By order of Alamo Force Headquarters the 158th RCT was sent to Toem, Netherlands New Guinea to join Task Force Tornado which included the 163rd Regimental Combat Team, 41st Division.  The combat team arrived at Toem on 21 May 1944 and began relieving elements of the 163rd RCT at the Tor River two days later. The regimental combat team was ordered to capture a Japanese airfield to the North West at Sarmi.  The area was defended by strong elements of the Imperial Japanese 36th Division.  For several days the two units fought a series of vicious engagements on and around an important intermediate objective known by the Americans as Lone Tree Hill.  These engagements represented the opening blows of the Battle of Lone Tree Hill.  The 158th RCT was relieved on 14 June by the 20th Regiment, 6th Infantry Division so it could prepare for a pending operation. The 6th Infantry Division relieved the rest of Task Force Tornado and resumed the effort to take Lone Tree Hill and capture the Japanese airfield at Sarmi. "During its operations in the Wakde-Sarmi area the 158th RCT lost 70 men killed, 257 wounded, and 4 missing.  The unit took 11 Japanese prisoners and estimated that it killed 920 of the enemy.
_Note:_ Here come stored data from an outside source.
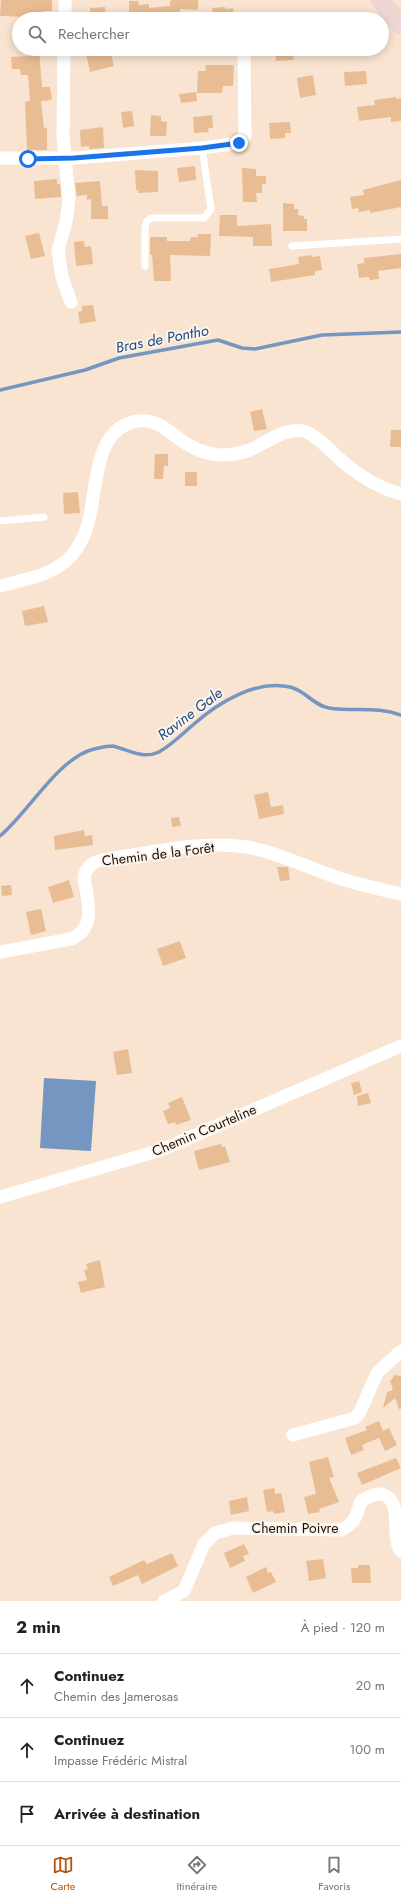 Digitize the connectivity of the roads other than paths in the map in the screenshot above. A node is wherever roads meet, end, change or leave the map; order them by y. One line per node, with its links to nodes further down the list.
1 (65, 0): 3 (street)
2 (380, 0): 4 (main road)
3 (65, 12)
4 (401, 25)
5 (64, 56): 9 (street)
6 (244, 56): 7 (street)
7 (202, 148): 9 (street); 12 (lane)
8 (0, 158): 9 (street)
9 (65, 158): 13 (street)
10 (401, 239): 11 (lane)
11 (292, 246)
12 (145, 266)
13 (71, 302)
14 (401, 494): 17 (street)
15 (44, 517): 16 (lane)
16 (0, 521)
17 (0, 586)
18 (401, 894): 19 (street, Chemin de la Forêt)
19 (0, 952)
20 (401, 1046): 21 (street, Chemin Courteline)
21 (0, 1197)
22 (401, 1351): 23 (street)
23 (293, 1435)
24 (401, 1551): 25 (street, Chemin Poivre)
25 (164, 1601) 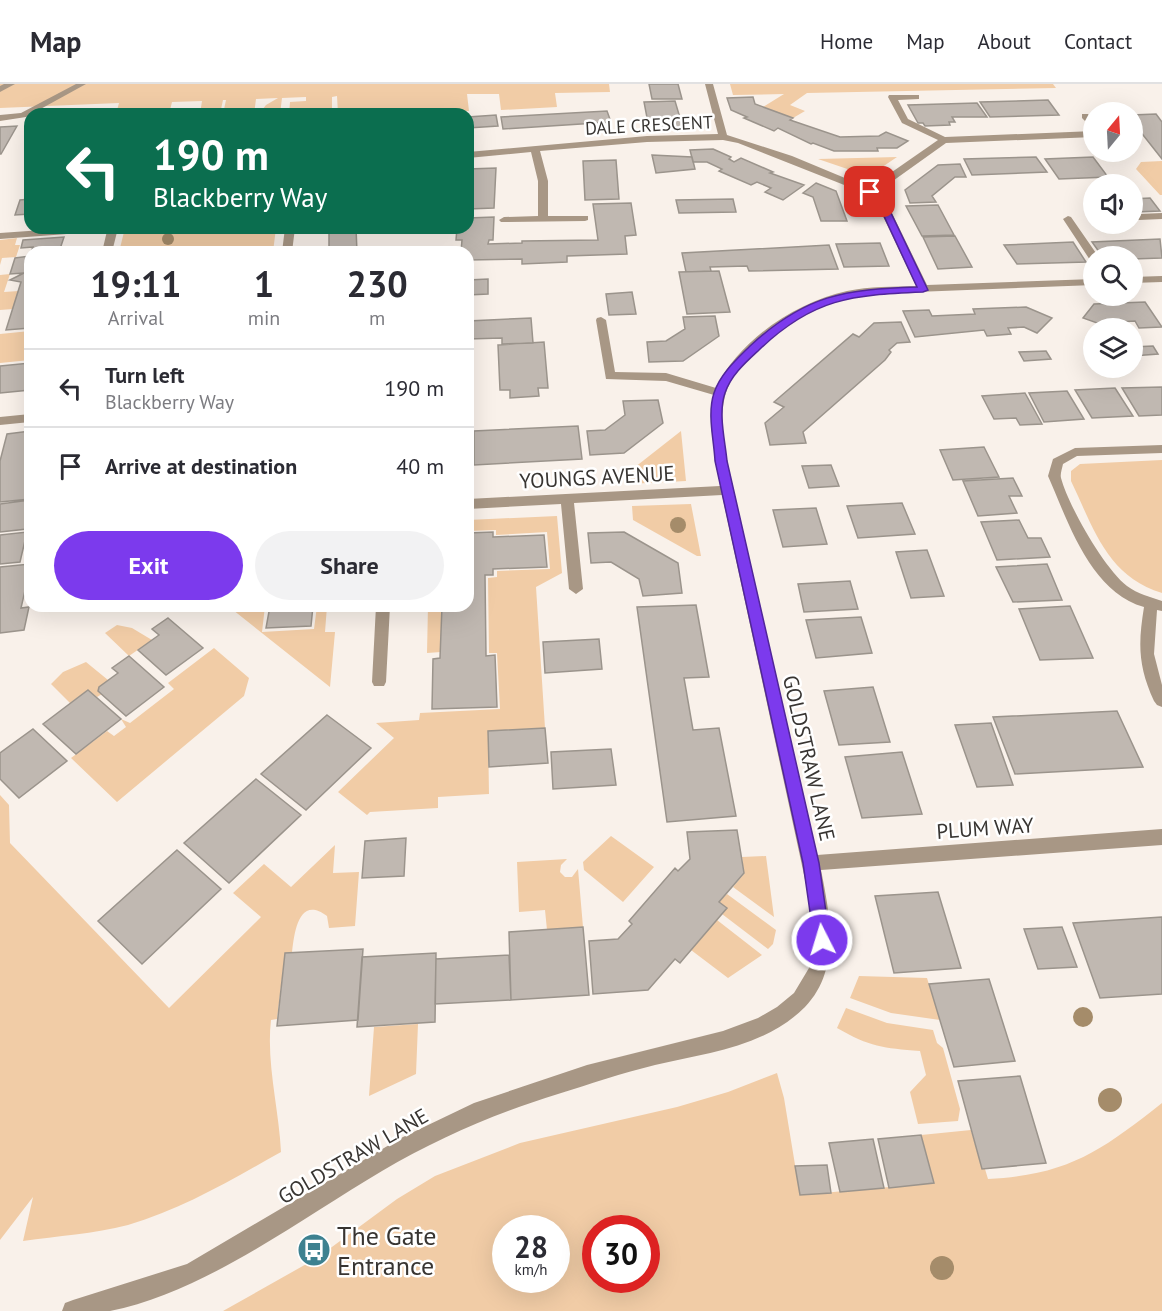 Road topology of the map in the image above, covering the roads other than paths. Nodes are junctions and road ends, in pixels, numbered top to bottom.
1 (11, 84) edge
2 (82, 84) edge
3 (709, 84) edge
4 (0, 89) edge
5 (916, 97) dead end
6 (36, 108) edge
7 (24, 114) edge
8 (0, 118) edge
9 (1083, 134) edge
10 (723, 137) junction
11 (944, 140) junction
12 (536, 150) junction
13 (474, 155) edge
14 (870, 192) junction
15 (1162, 216) edge
16 (1143, 217) edge
17 (585, 218) dead end
18 (543, 219) junction
19 (1068, 219) dead end
20 (504, 220) dead end
21 (28, 234) edge
22 (0, 236) edge
23 (1086, 246) edge
24 (1162, 279) edge
25 (1143, 280) edge
26 (1083, 283) edge
27 (923, 290) junction
28 (601, 320) dead end
29 (720, 393) junction
30 (24, 419) edge
31 (0, 421) edge
32 (1162, 449) edge
33 (728, 490) junction
34 (567, 499) junction
35 (474, 504) edge
36 (576, 589) dead end
37 (1157, 606) edge
38 (383, 612) edge
39 (379, 682) dead end
40 (1162, 701) edge
41 (1162, 837) edge
42 (811, 863) junction
43 (73, 1311) edge

1 - 4 street
2 - 6 street
3 - 10 street
5 - 11 street
7 - 8 street
9 - 11 street
10 - 12 street, DALE CRESCENT
10 - 14 street, DALE CRESCENT
11 - 14 street
12 - 13 street, DALE CRESCENT
12 - 18 street
14 - 27 street
15 - 16 street
17 - 18 street
18 - 20 street
19 - 23 street
21 - 22 street
24 - 25 street
26 - 27 street, GOLDSTRAW LANE
27 - 29 street, GOLDSTRAW LANE
28 - 29 street
29 - 33 street, GOLDSTRAW LANE
30 - 31 street
32 - 37 street
33 - 34 street, YOUNGS AVENUE
33 - 42 street, GOLDSTRAW LANE
34 - 35 street, YOUNGS AVENUE
34 - 36 street
37 - 40 street
38 - 39 street
41 - 42 street, PLUM WAY
42 - 43 street, GOLDSTRAW LANE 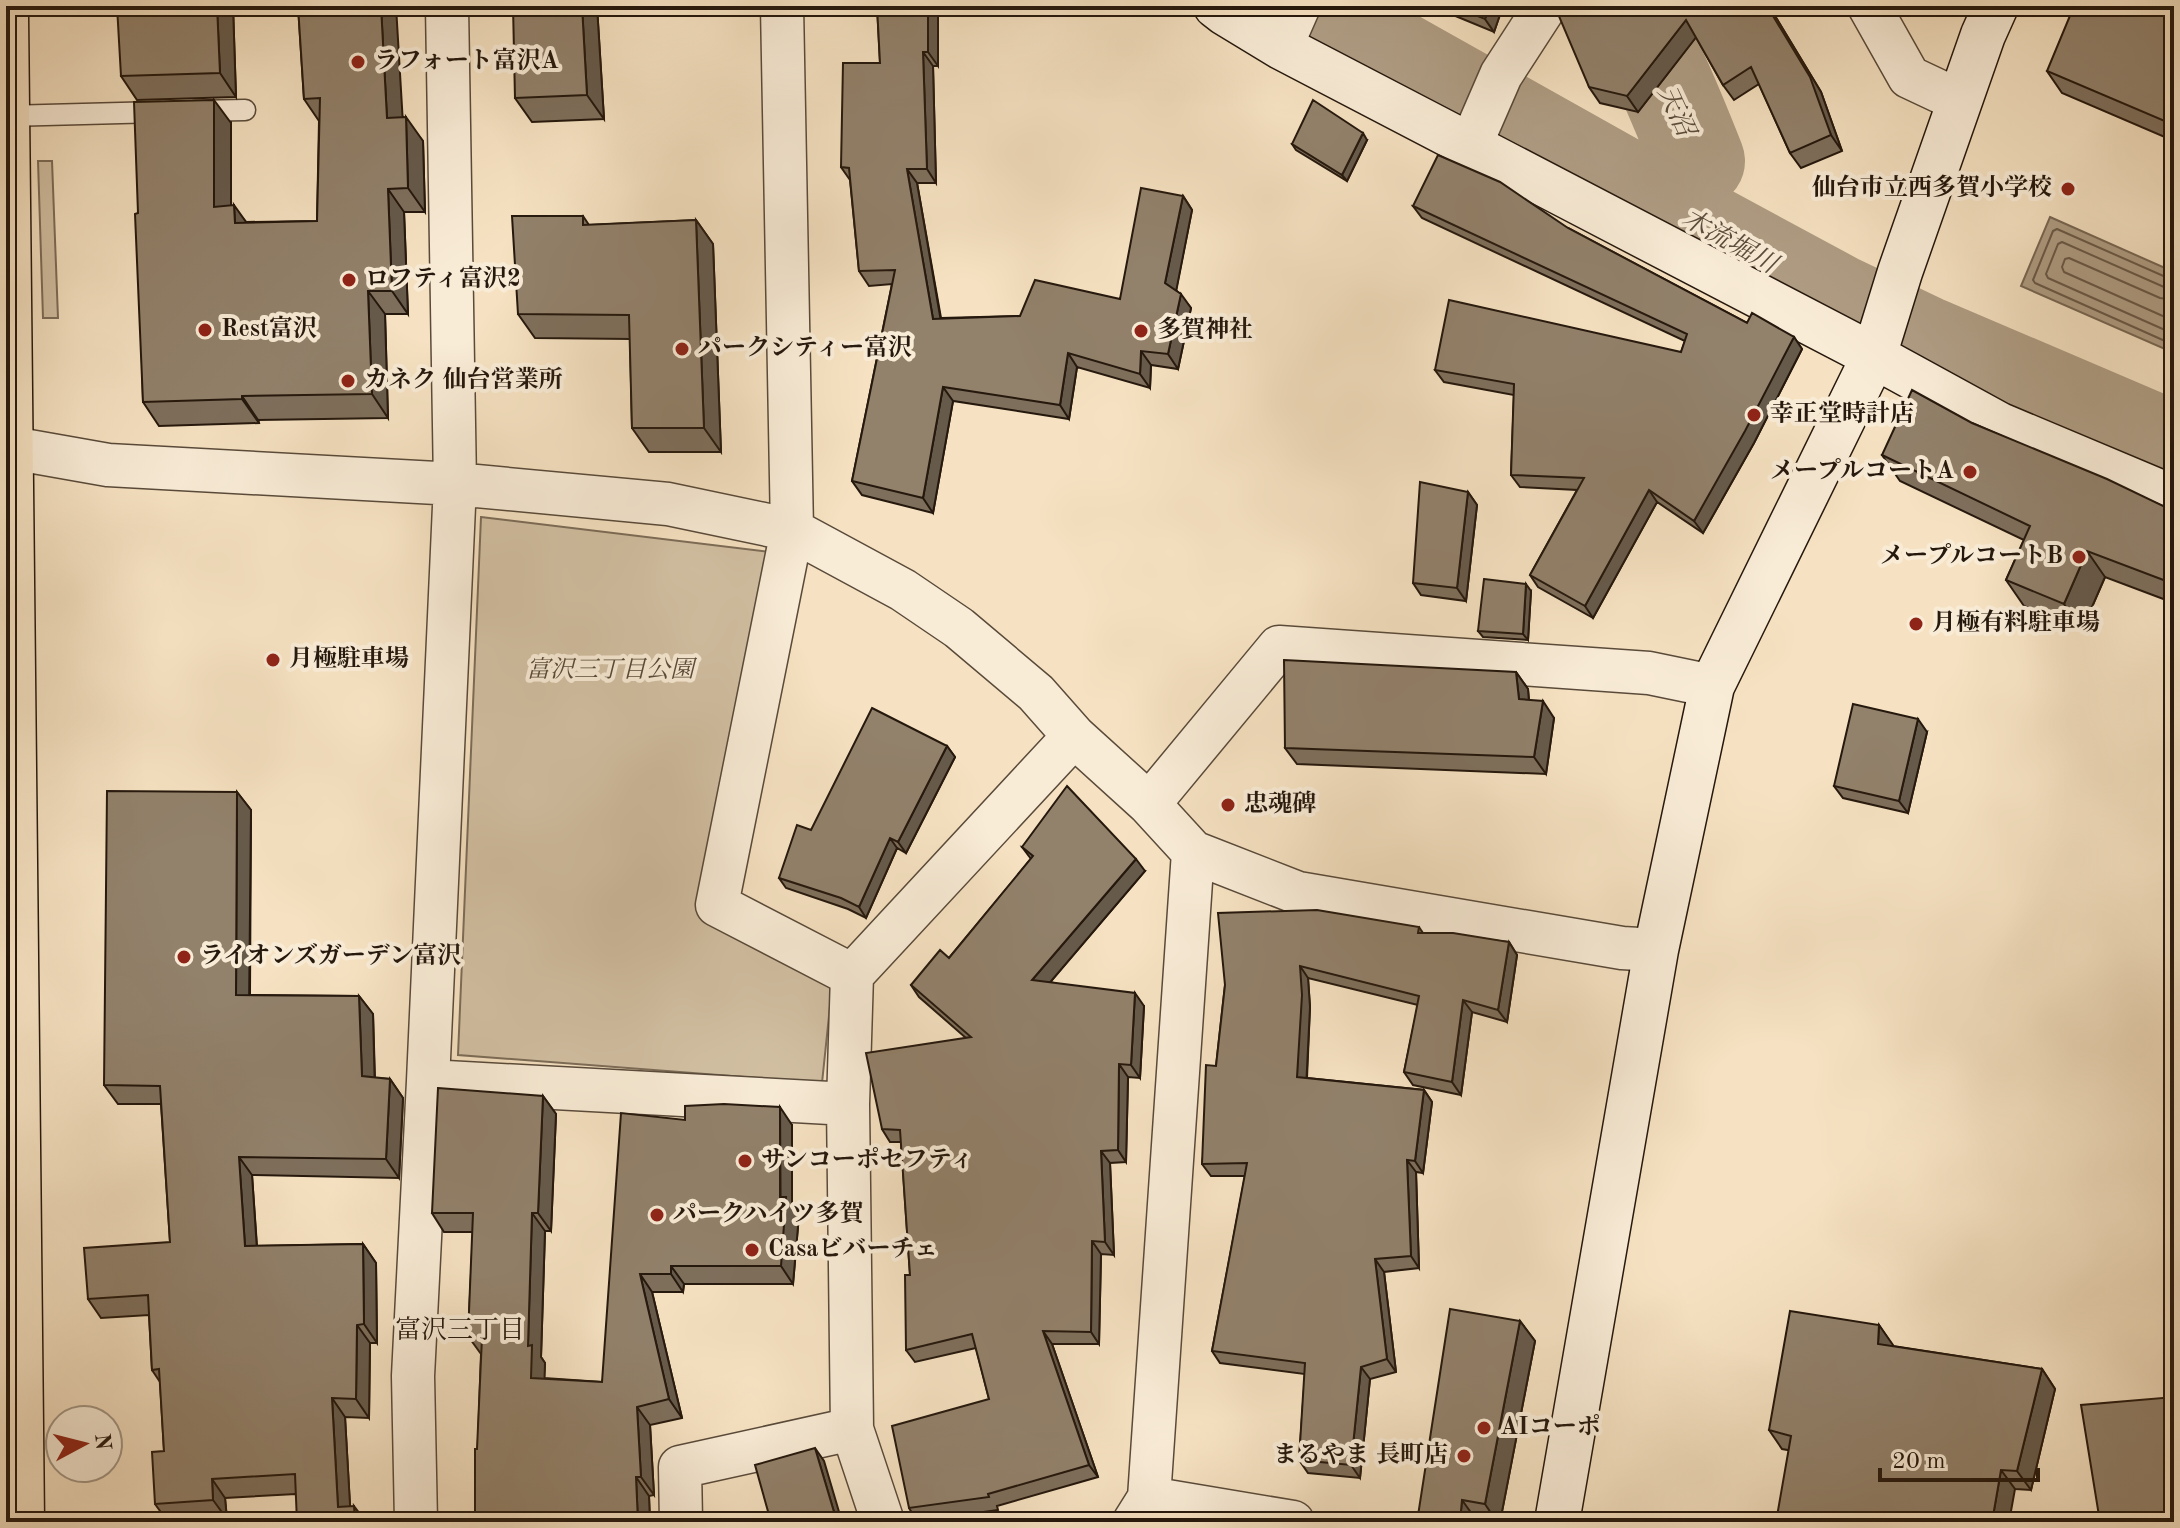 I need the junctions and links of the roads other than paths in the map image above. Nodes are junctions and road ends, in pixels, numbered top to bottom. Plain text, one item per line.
1 (447, 6) edge
2 (782, 6) edge
3 (1216, 6) edge
4 (1869, 6) edge
5 (1996, 6) edge
6 (1545, 7) edge
7 (6, 15) edge
8 (1290, 26) edge
9 (1960, 101) junction
10 (245, 110) dead end
11 (7, 116) edge
12 (1473, 136) junction
13 (1876, 350) junction
14 (7, 447) edge
15 (455, 484) junction
16 (2174, 498) edge
17 (792, 530) junction
18 (1712, 686) junction
19 (1074, 736) junction
20 (1149, 804) junction
21 (1193, 852) junction
22 (1656, 950) junction
23 (852, 975) junction
24 (428, 1081) junction
25 (848, 1104) junction
26 (852, 1429) junction
27 (1141, 1510) edge
28 (22, 1522) edge
29 (416, 1522) edge
30 (681, 1522) edge
31 (883, 1522) edge
32 (1293, 1522) edge
33 (1557, 1522) edge

1 - 15 street
2 - 17 street
3 - 8 street
4 - 9 street
5 - 9 street
6 - 12 street
7 - 11 main road
8 - 12 street
9 - 13 street
10 - 11 lane
11 - 14 main road
12 - 13 street
13 - 16 street
13 - 18 street
14 - 15 street
14 - 28 main road
15 - 17 street
15 - 24 street
17 - 19 street
17 - 23 street
18 - 20 street
18 - 22 street
19 - 20 street
19 - 23 street
20 - 21 street
21 - 22 street
21 - 27 street
22 - 33 street
23 - 25 street
24 - 25 street
24 - 29 street
25 - 26 street
26 - 30 street
26 - 31 street
27 - 32 street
On 2 July, the regimental combat team went ashore as part of the Battle of Noemfoor on Noemfoor Island, Netherlands New Guinea, to capture the airfields and to provide security for the engineers upgrading the airfields to operational use. As part of General Douglas MacArthur's return to the Philippines, the regimental combat team under the command of the much respected and admired General Hanford MacNider landed at Lingayen Gulf, Luzon as part of the invasion of Lingayen Gulf on 11 January 1945 and suffered heavy casualties from well dug in Japanese forces along the Damortis-Rosario road. In heavy fighting on 1–2 February Company G, captured two 30 cm Japanese Howitzers which were directing heavy fire on American ground forces and killed 164 enemy soldiers.  For this action Company G was awarded the Presidential Unit Citation. The entire regiment would be awarded the Philippine Presidential Unit Citation for its fighting in the Philippines.

The next objective tasked to the regimental combat team was Batangas, Luzon where they cleared the area around Balayan Bay and Batangas Bay, which took three weeks to subdue. Then on 1 April, the regimental combat team invaded the Bicol Peninsula, landing at Legaspi. F Company was made up most of Native Americans from the main tribes of the Salt River Valley, but was led by white officers. Many of these officers, who survived combat, later recounted participating in Native American rituals; such as becoming blood brothers and purifying their warrior's spirit before battle. Although these rituals are not today performed by the majority of the unit's soldiers, they still use Japanese saki to toast with in reference to the supply captured by the regiment during its time in the Philippines. After being relieved in Philippines campaign, the regiment was selected as part of the planned Operation Downfall, the invasion of Japan, the Bushmasters were chosen to attack the island of Tanegashima to capture the island's air warning stations two days prior to the Allied assault on Kyūshū. Japan surrendered after the Soviets took north China in two weeks, and also the atomic bombing of Hiroshima and Nagasaki. On 13 October 1945, the regimental combat team landed in Yokohama, Japan to be part of the Occupation of Japan. The 158th Regimental Combat Team was inactivated at Utsunomiya, Japan, on 17 January 1946.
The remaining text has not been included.